De callos de ternera (vienen partidos y limpios en bandejas)
1Kg
entre pata, morro y callos ( también vienen partidos y limpios)
2
manitas de cerdo
2
chorizos asturianos
2
morcillas asturianas
1 punta
de jamón
400 gm
de garbanzos
1
cebolla
½
cabeza de ajos
8
clavos
pimentón
dulce y picante
2
hojas de laurel
sal
sal
gorda y vinagre para lavar los callos
Para
el Sofrito:
1
Cebolla
2
cucharada de tomate frito casero o de buena calidad
2
cucharadas rasas de harina
200
gm. de jamón serrano en taquitos.
Lavamos los callos, las patas, el morro y las manitas de cerdo en abundante agua con sal gorda y vinagre.
Ponemos
en agua al fuego y los cocemos durante 15 minutos. Con esta primera
cocción le quitamos un poco el olor y quedan mas suaves.
Escurrimos.
Los
volvemos a poner en la olla limpia, junto con la cebolla pelada,
entera y pinchando los clavos en ella, la media cabeza de ajos, sin
pelar, enteros, la punta de jamón, el laurel y un poco de sal. Los
cubrimos de agua y al fuego, cuando empiece a hervir ponemos el fuego
suave y lo dejamos unas 2 horas. Vigilamos, si vemos que necesita un
poco mas de agua, la añadimos, siempre caliente para que no se rompa
la cocción, pero no hace falta añadirle mucho mas.
Pasadas
las 2 horas, empezamos a preparar el sofrito.
Se
pone un poco de aceite de oliva en una olla, que sea grande, ahí
pasaremos los callos.
Picamos
finamente la cebolla y la doramos en la olla que hemos preparado con
el aceite de oliva. Una vez dorada le añadimos la harina y la
movemos hasta que haya cogido un poco de color. Le añadimos el
tomate frito y a continuación el jamón en taquitos. Rehogamos un
poco y añadimos el pimentón, depende de como os guste de picante se
puede utilizar solamente picante o dulce y picante, rehogamos un
poquito más, pero con cuidado de que no se queme el pimientón y
empezamos a añadir poco a poco caldo de la olla donde están
cociendo los callos, despacio para ligar bien la salsa.
Cuando
la salsa haya cogido la textura que buscamos, añadimos los callos y
las manitas que primero las habremos deshuesado.
Retiramos
de la olla de callos, la punta de jamón, las hojas de laurel, la
cebolla y la media cabeza de ajos y las tiramos.

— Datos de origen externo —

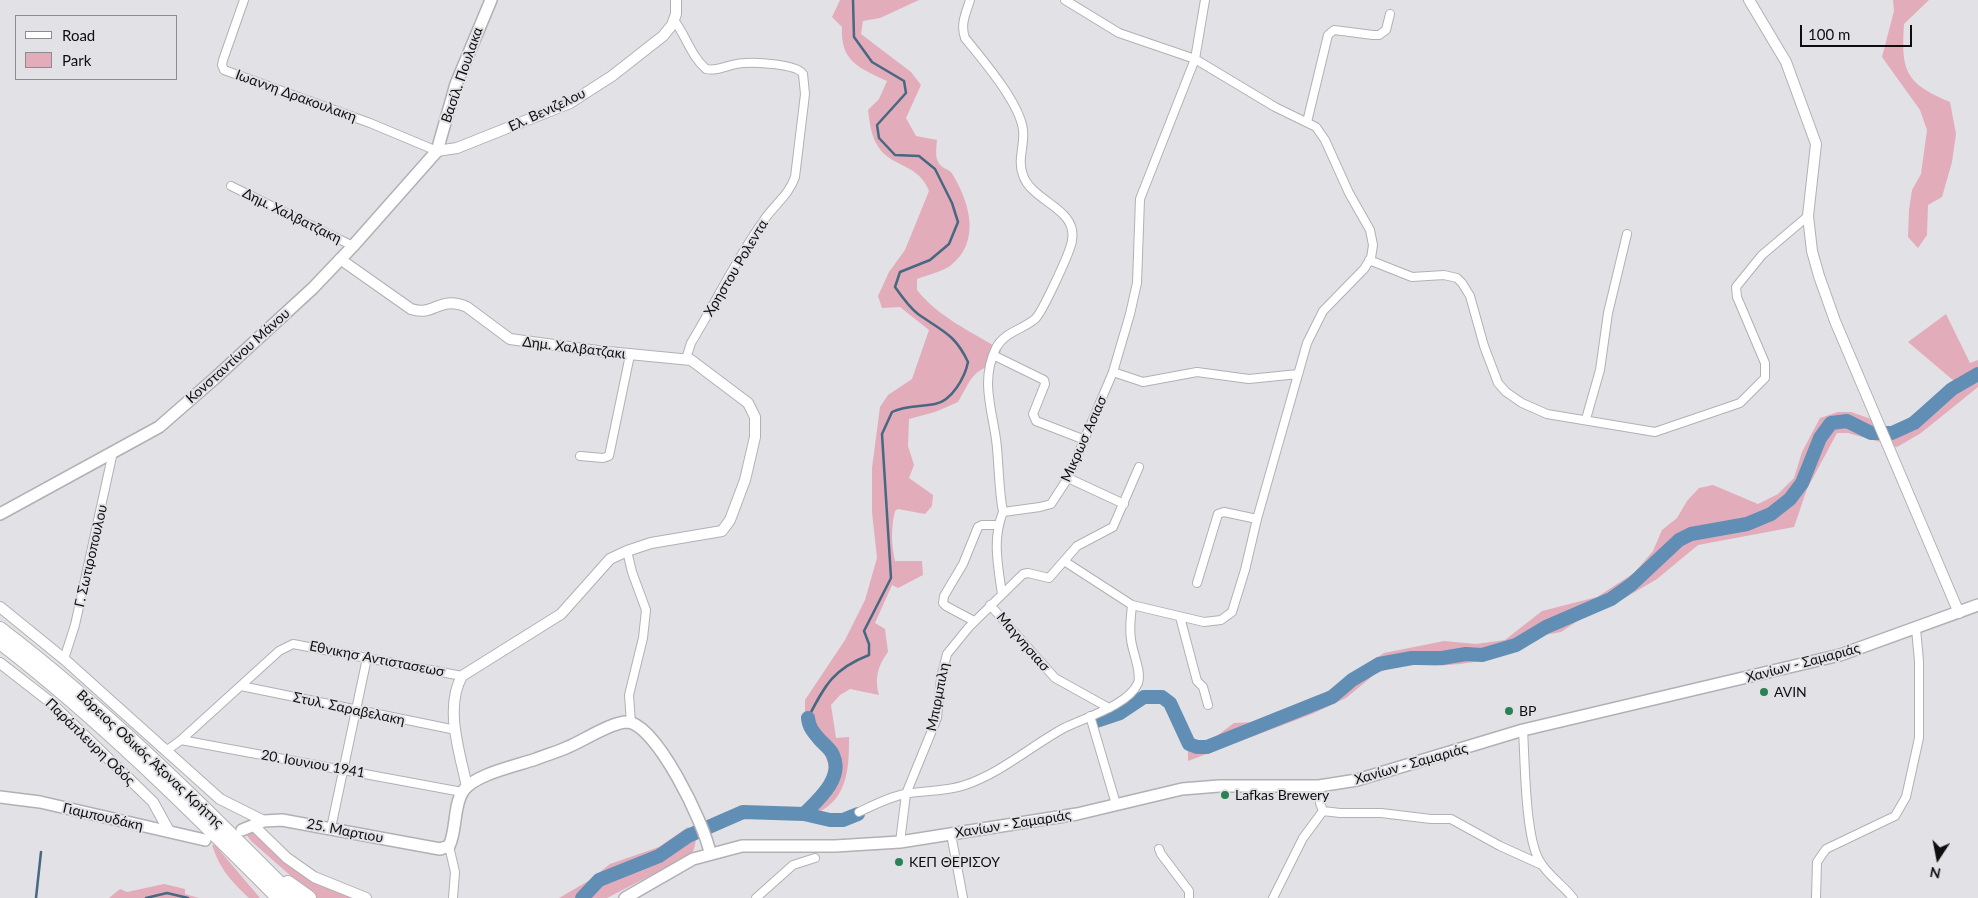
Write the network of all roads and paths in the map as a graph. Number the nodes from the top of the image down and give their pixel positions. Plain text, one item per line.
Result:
1 (244, 0) edge
2 (491, 0) edge
3 (676, 0) edge
4 (970, 0) edge
5 (1065, 0) edge
6 (1205, 0) edge
7 (1749, 0) edge
8 (1390, 14) dead end
9 (674, 20) junction
10 (1195, 59) junction
11 (1307, 122) junction
12 (437, 151) junction
13 (231, 186) dead end
14 (1808, 216) junction
15 (1627, 234) dead end
16 (353, 246) junction
17 (340, 259) junction
18 (1369, 260) junction
19 (630, 355) junction
20 (993, 356) junction
21 (686, 358) junction
22 (1113, 372) junction
23 (1298, 374) junction
24 (1586, 419) junction
25 (1085, 440) junction
26 (113, 452) junction
27 (580, 456) dead end
28 (1139, 467) dead end
29 (1068, 478) junction
30 (1124, 504) junction
31 (1004, 512) junction
32 (0, 514) edge
33 (1257, 519) junction
34 (998, 525) junction
35 (627, 550) junction
36 (1064, 561) junction
37 (1197, 583) dead end
38 (1002, 594) junction
39 (990, 605) junction
40 (1132, 605) junction
41 (1978, 605) edge
42 (0, 608) edge
43 (1959, 613) junction
44 (1180, 617) junction
45 (974, 621) junction
46 (0, 628) edge
47 (1916, 629) junction
48 (0, 642) edge
49 (367, 658) junction
50 (64, 659) junction
51 (0, 663) edge
52 (462, 676) junction
53 (241, 686) junction
54 (1208, 705) dead end
55 (1110, 708) junction
56 (356, 711) junction
57 (1090, 716) junction
58 (631, 723) junction
59 (456, 730) junction
60 (1523, 730) junction
61 (181, 740) junction
62 (166, 751) junction
63 (344, 769) junction
64 (1318, 786) junction
65 (465, 789) junction
66 (906, 794) junction
67 (0, 797) edge
68 (1116, 804) junction
69 (1323, 811) junction
70 (860, 812) dead end
71 (259, 823) junction
72 (331, 828) junction
73 (242, 830) dead end
74 (169, 831) junction
75 (951, 834) junction
76 (205, 840) dead end
77 (900, 842) junction
78 (449, 846) junction
79 (1159, 848) dead end
80 (710, 852) junction
81 (815, 858) dead end
82 (1542, 865) junction
83 (257, 869) junction
84 (268, 898) edge
85 (279, 898) edge
86 (294, 898) edge
87 (309, 898) edge
88 (366, 898) edge
89 (453, 898) edge
90 (625, 898) edge
91 (756, 898) edge
92 (963, 898) edge
93 (1189, 898) edge
94 (1273, 898) edge
95 (1573, 898) edge
96 (1816, 898) edge

1 - 12 street, Ιωαννη Δρακουλακη
2 - 12 main road, Βασίλ. Πουλακα
3 - 9 street
4 - 20 street
5 - 10 street
6 - 10 street, Μικρωσ Ασιασ
7 - 14 street
8 - 11 street
9 - 12 street, Ελ. Βενιζελου
9 - 21 street, Χρηστου Ρολεντα
10 - 11 street
10 - 22 street, Μικρωσ Ασιασ
11 - 18 street
12 - 16 main road, Κονσταντίνου Μάνου
13 - 16 street, Δημ. Χαλβατζακη
14 - 24 street
14 - 43 street
15 - 24 street
16 - 17 main road, Κονσταντίνου Μάνου
17 - 19 street, Δημ. Χαλβατζακι
17 - 26 main road, Κονσταντίνου Μάνου
18 - 23 street
18 - 24 street
19 - 21 street, Δημ. Χαλβατζακι
19 - 27 street
20 - 25 street
20 - 31 street
21 - 35 street
22 - 23 street
22 - 25 street, Μικρωσ Ασιασ
23 - 33 street
25 - 29 street, Μικρωσ Ασιασ
26 - 32 main road, Κονσταντίνου Μάνου
26 - 50 street, Γ. Σωτιροπουλου
28 - 30 street
29 - 30 street
29 - 31 street, Μικρωσ Ασιασ
30 - 36 street
31 - 34 street
33 - 37 street
33 - 44 street
34 - 38 street
34 - 45 street
35 - 52 street
35 - 58 street
36 - 38 street, Μπιρμπιλη
36 - 40 street
38 - 39 street, Μπιρμπιλη
39 - 45 street, Μπιρμπιλη
39 - 55 street, Μαγνησιασ
40 - 44 street
40 - 55 street
41 - 43 main road, Χανίων - Σαμαριάς
42 - 50 street
43 - 47 main road, Χανίων - Σαμαριάς
44 - 54 street
45 - 66 street, Μπιρμπιλη
46 - 83 highway, Βόρειος Οδικός Άξονας Κρήτης
47 - 60 main road, Χανίων - Σαμαριάς
47 - 96 street
48 - 83 highway, Βόρειος Οδικός Άξονας Κρήτης
49 - 52 street, Εθνικησ Αντιστασεωσ
49 - 53 street, Εθνικησ Αντιστασεωσ
49 - 56 street
50 - 62 street
51 - 74 street, Παράπλευρη Οδός
52 - 59 street
53 - 56 street, Στυλ. Σαραβελακη
53 - 61 street
55 - 57 street
56 - 59 street, Στυλ. Σαραβελακη
56 - 63 street
57 - 66 street
57 - 68 street
58 - 65 main road
58 - 80 main road
59 - 65 street
60 - 64 main road, Χανίων - Σαμαριάς
60 - 82 street
61 - 62 street
61 - 63 street, 20. Ιουνιου 1941
62 - 71 street
63 - 65 street, 20. Ιουνιου 1941
63 - 72 street
64 - 68 main road, Χανίων - Σαμαριάς
64 - 69 street
65 - 78 main road
66 - 70 street
66 - 77 street, Μπιρμπιλη
67 - 74 main road, Γιαμπουδάκη
68 - 75 main road, Χανίων - Σαμαριάς
69 - 82 street
69 - 94 street
71 - 72 main road, 25. Μαρτιου
71 - 73 main road, 25. Μαρτιου
71 - 88 street
72 - 78 main road, 25. Μαρτιου
74 - 76 main road, Γιαμπουδάκη
75 - 77 main road, Χανίων - Σαμαριάς
75 - 92 street
77 - 80 main road, Χανίων - Σαμαριάς
78 - 89 street
79 - 93 street
80 - 90 main road, Χανίων - Σαμαριάς
81 - 91 street
82 - 95 street
83 - 84 highway
83 - 85 highway, Βόρειος Οδικός Άξονας Κρήτης
83 - 86 highway, Βόρειος Οδικός Άξονας Κρήτης
83 - 87 highway

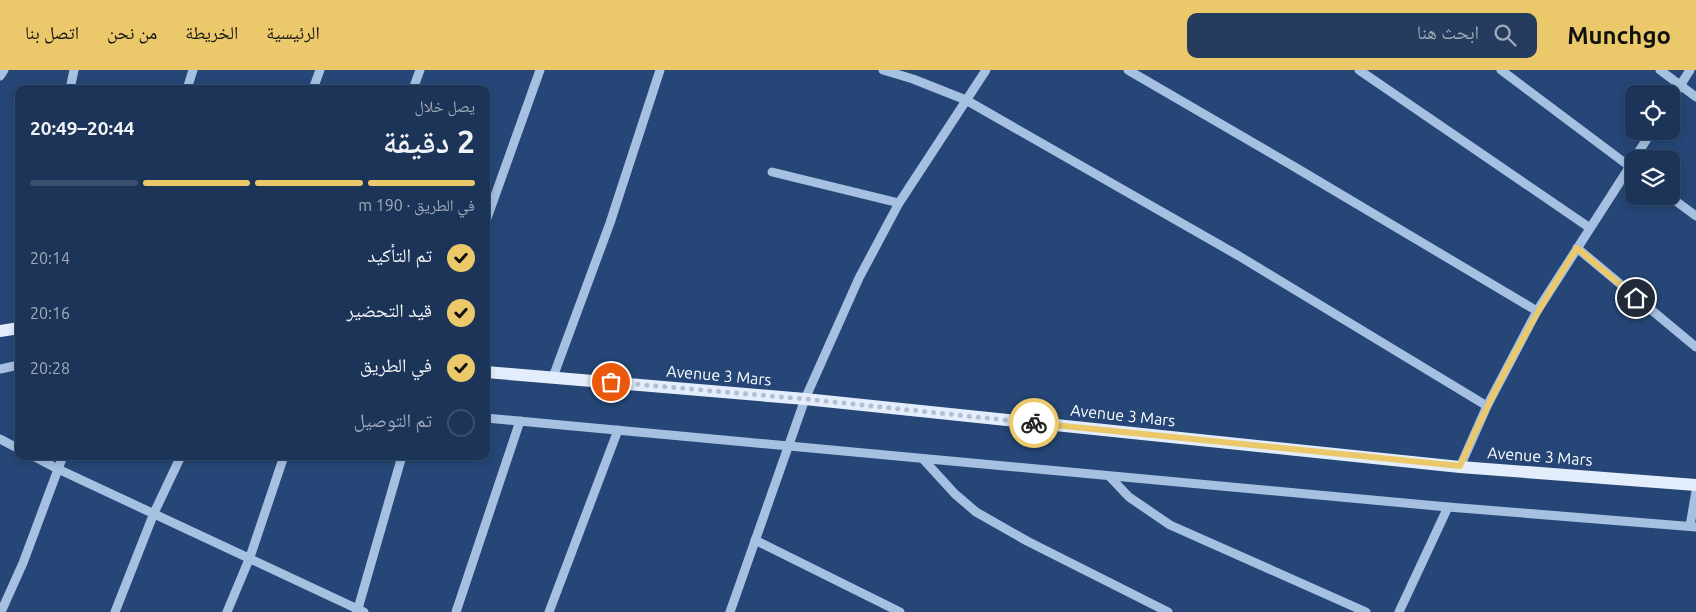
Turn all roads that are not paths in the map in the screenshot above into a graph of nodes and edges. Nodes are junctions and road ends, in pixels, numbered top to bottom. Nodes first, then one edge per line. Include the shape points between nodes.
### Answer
1 (4, 70) edge
2 (74, 70) edge
3 (193, 70) edge
4 (320, 70) edge
5 (420, 70) edge
6 (540, 70) edge
7 (660, 70) edge
8 (883, 70) edge
9 (986, 70) edge
10 (1128, 70) edge
11 (1359, 70) edge
12 (1501, 70) edge
13 (1660, 70) edge
14 (1690, 70) edge
15 (0, 76) edge
16 (71, 85) edge
17 (188, 85) edge
18 (314, 85) edge
19 (414, 85) edge
20 (1681, 86) junction
21 (1696, 97) edge
22 (966, 100) junction
23 (1625, 158) edge
24 (772, 172) dead end
25 (1625, 176) edge
26 (899, 203) junction
27 (1680, 204) edge
28 (490, 210) edge
29 (1696, 216) edge
30 (1590, 228) junction
31 (1577, 248) junction
32 (1537, 311) junction
33 (15, 329) edge
34 (0, 331) edge
35 (1696, 347) edge
36 (15, 366) edge
37 (0, 369) edge
38 (490, 372) edge
39 (553, 377) junction
40 (805, 399) junction
41 (1487, 406) junction
42 (490, 418) edge
43 (520, 421) junction
44 (618, 430) junction
45 (0, 439) edge
46 (15, 447) edge
47 (788, 447) junction
48 (923, 459) junction
49 (41, 460) edge
50 (61, 460) edge
51 (179, 460) edge
52 (283, 460) edge
53 (401, 460) edge
54 (1460, 466) junction
55 (58, 469) junction
56 (1110, 476) junction
57 (1696, 485) edge
58 (1696, 491) edge
59 (1448, 507) junction
60 (154, 514) junction
61 (1693, 526) edge
62 (755, 540) junction
63 (250, 557) junction
64 (359, 611) edge
65 (0, 612) edge
66 (115, 612) edge
67 (227, 612) edge
68 (456, 612) edge
69 (549, 612) edge
70 (730, 612) edge
71 (900, 612) edge
72 (1168, 612) edge
73 (1366, 612) edge
74 (1399, 612) edge

1 - 15 street
2 - 16 street
3 - 17 street
4 - 18 street
5 - 19 street
6 - 28 street
7 - 39 street via 610,223
8 - 22 street
9 - 22 street
10 - 32 street
11 - 30 street
12 - 23 street
13 - 20 street
14 - 20 street
20 - 21 street
22 - 26 street
22 - 41 street via 1239,256
24 - 26 street
25 - 30 street
26 - 40 street via 859,278
27 - 29 street
30 - 31 street
31 - 32 street
31 - 35 street
32 - 41 street
33 - 34 main road
36 - 37 street
38 - 39 main road, Avenue 3 Mars
39 - 40 main road, Avenue 3 Mars
40 - 47 street
40 - 54 main road, Avenue 3 Mars
41 - 54 street
42 - 43 street
43 - 44 street
43 - 68 street
44 - 47 street
44 - 69 street
45 - 46 street
47 - 48 street
47 - 62 street
48 - 56 street
48 - 72 street via 976,512
49 - 55 street
50 - 55 street
51 - 60 street
52 - 63 street
53 - 64 street
54 - 57 main road, Avenue 3 Mars
55 - 60 street
55 - 65 street via 23,563
56 - 59 street
56 - 73 street via 1129,497 1170,525
58 - 61 street
59 - 61 street
59 - 74 street
60 - 63 street
60 - 66 street
62 - 70 street
62 - 71 street
63 - 64 street
63 - 67 street

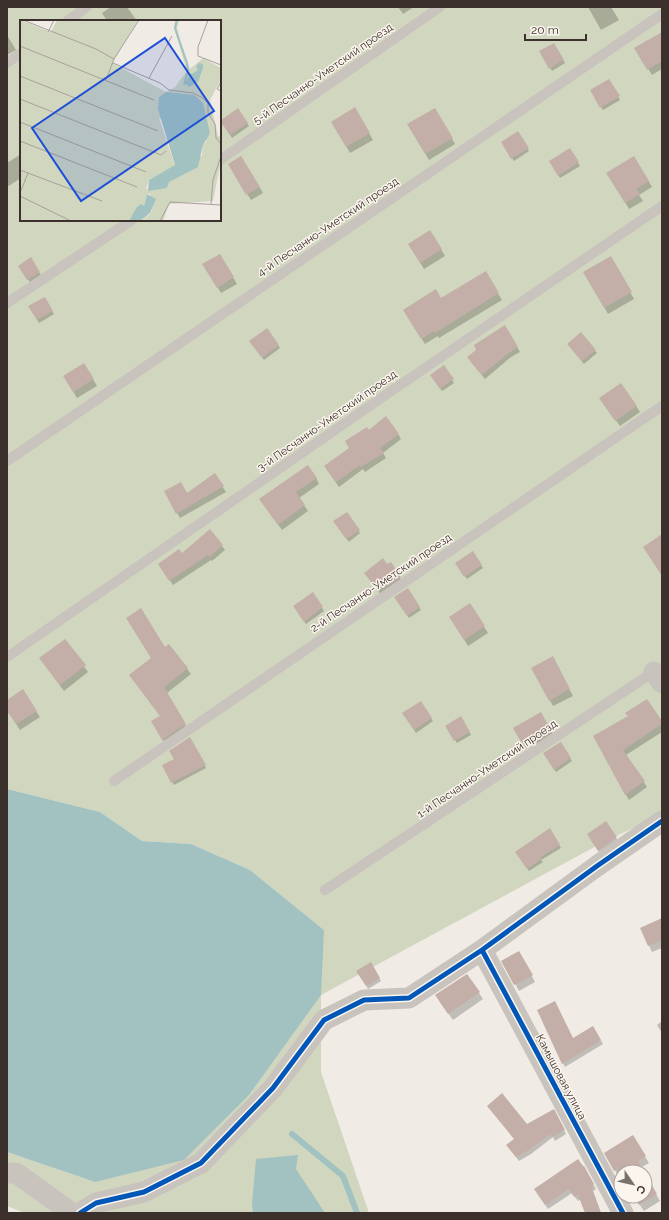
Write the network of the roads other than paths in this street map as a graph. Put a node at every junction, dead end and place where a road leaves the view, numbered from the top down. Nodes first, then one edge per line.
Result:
1 (87, 7) edge
2 (440, 7) edge
3 (662, 14) edge
4 (68, 20) edge
5 (20, 54) edge
6 (7, 63) edge
7 (221, 159) edge
8 (662, 206) edge
9 (130, 221) edge
10 (7, 303) edge
11 (662, 406) edge
12 (7, 461) edge
13 (7, 657) edge
14 (659, 674) edge
15 (114, 780) dead end
16 (662, 821) edge
17 (325, 890) dead end
18 (482, 950) junction
19 (7, 1174) edge
20 (72, 1213) edge
21 (80, 1213) edge
22 (623, 1213) edge

1 - 4 lane
2 - 7 lane, 5-й Песчанно-Уметский проезд
3 - 12 lane, 4-й Песчанно-Уметский проезд
5 - 6 lane
8 - 13 lane, 3-й Песчанно-Уметский проезд
9 - 10 lane
11 - 15 lane, 2-й Песчанно-Уметский проезд
14 - 17 lane, 1-й Песчанно-Уметский проезд
16 - 18 street
18 - 21 street
18 - 22 street, Камышовая улица
19 - 20 street

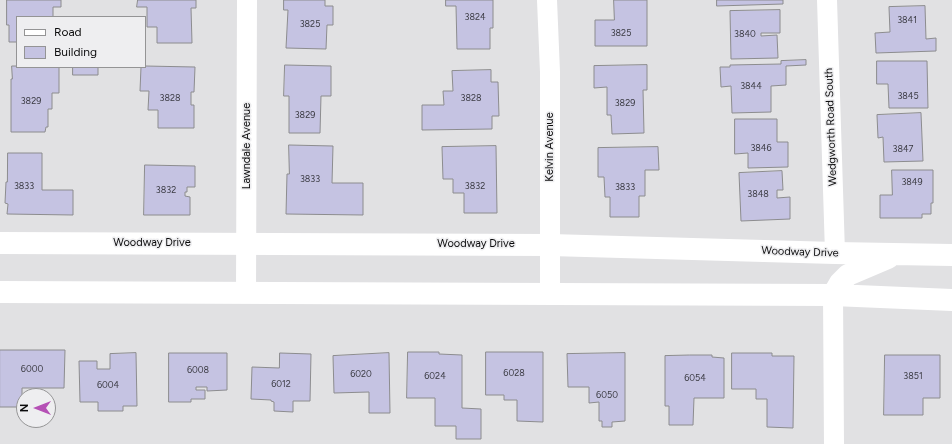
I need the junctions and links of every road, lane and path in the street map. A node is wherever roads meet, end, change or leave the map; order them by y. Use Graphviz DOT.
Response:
graph roads {
  1 [pos="247,0"];
  2 [pos="547,0"];
  3 [pos="827,0"];
  4 [pos="0,243"];
  5 [pos="247,244"];
  6 [pos="550,245"];
  7 [pos="835,254"];
  8 [pos="898,255"];
  9 [pos="952,256"];
  10 [pos="0,292"];
  11 [pos="246,293"];
  12 [pos="550,294"];
  13 [pos="795,295"];
  14 [pos="833,295"];
  15 [pos="952,300"];
  16 [pos="834,444"];
  1 -- 5 [label="street, Lawndale Avenue"];
  2 -- 6 [label="street, Kelvin Avenue"];
  3 -- 7 [label="street, Wedgworth Road South"];
  4 -- 5 [label="street, Woodway Drive"];
  5 -- 6 [label="street, Woodway Drive"];
  5 -- 11 [label="street, Lawndale Avenue"];
  6 -- 7 [label="street, Woodway Drive"];
  6 -- 12 [label="street, Kelvin Avenue"];
  7 -- 8 [label="street, Woodway Drive"];
  7 -- 13 [label="street"];
  8 -- 9 [label="street, Woodway Drive"];
  8 -- 14 [label="street"];
  10 -- 11 [label="street"];
  11 -- 12 [label="street"];
  12 -- 13 [label="street"];
  13 -- 14 [label="street"];
  14 -- 15 [label="street"];
  14 -- 16 [label="street"];
}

Dejamos a fuego suave una media hora. Entonces añadimos la morcilla y el chorizo,
pinchados para que no se abran durante la cocción y dejamos cocer otra media hora.
Probamos
para ver si están tiernos, si no, los dejamos otra media hora más.
Unos
quince minutos antes de que estén listos se les añaden los
garbanzos. Yo utilicé embasados en cristal El Hostal, creo que no
merece la pena arriesgarse a que queden duros. Se lavan bien bajo el
chorro del grifo en un escurridor y se añaden a los callos. Con esos
15 minutos de cocción quedan muy ricos y sabrosos. Rectificamos de
sal y si nos gusta mas picante añadimos junto con los garbanzos una
cayena, no se os olvide retirarla después.
Lo
mejor es hacerlos de un día para otro, están de muerte..... No se
os olvide ese día comprar varias barras de pan porque la salsita está de muerte.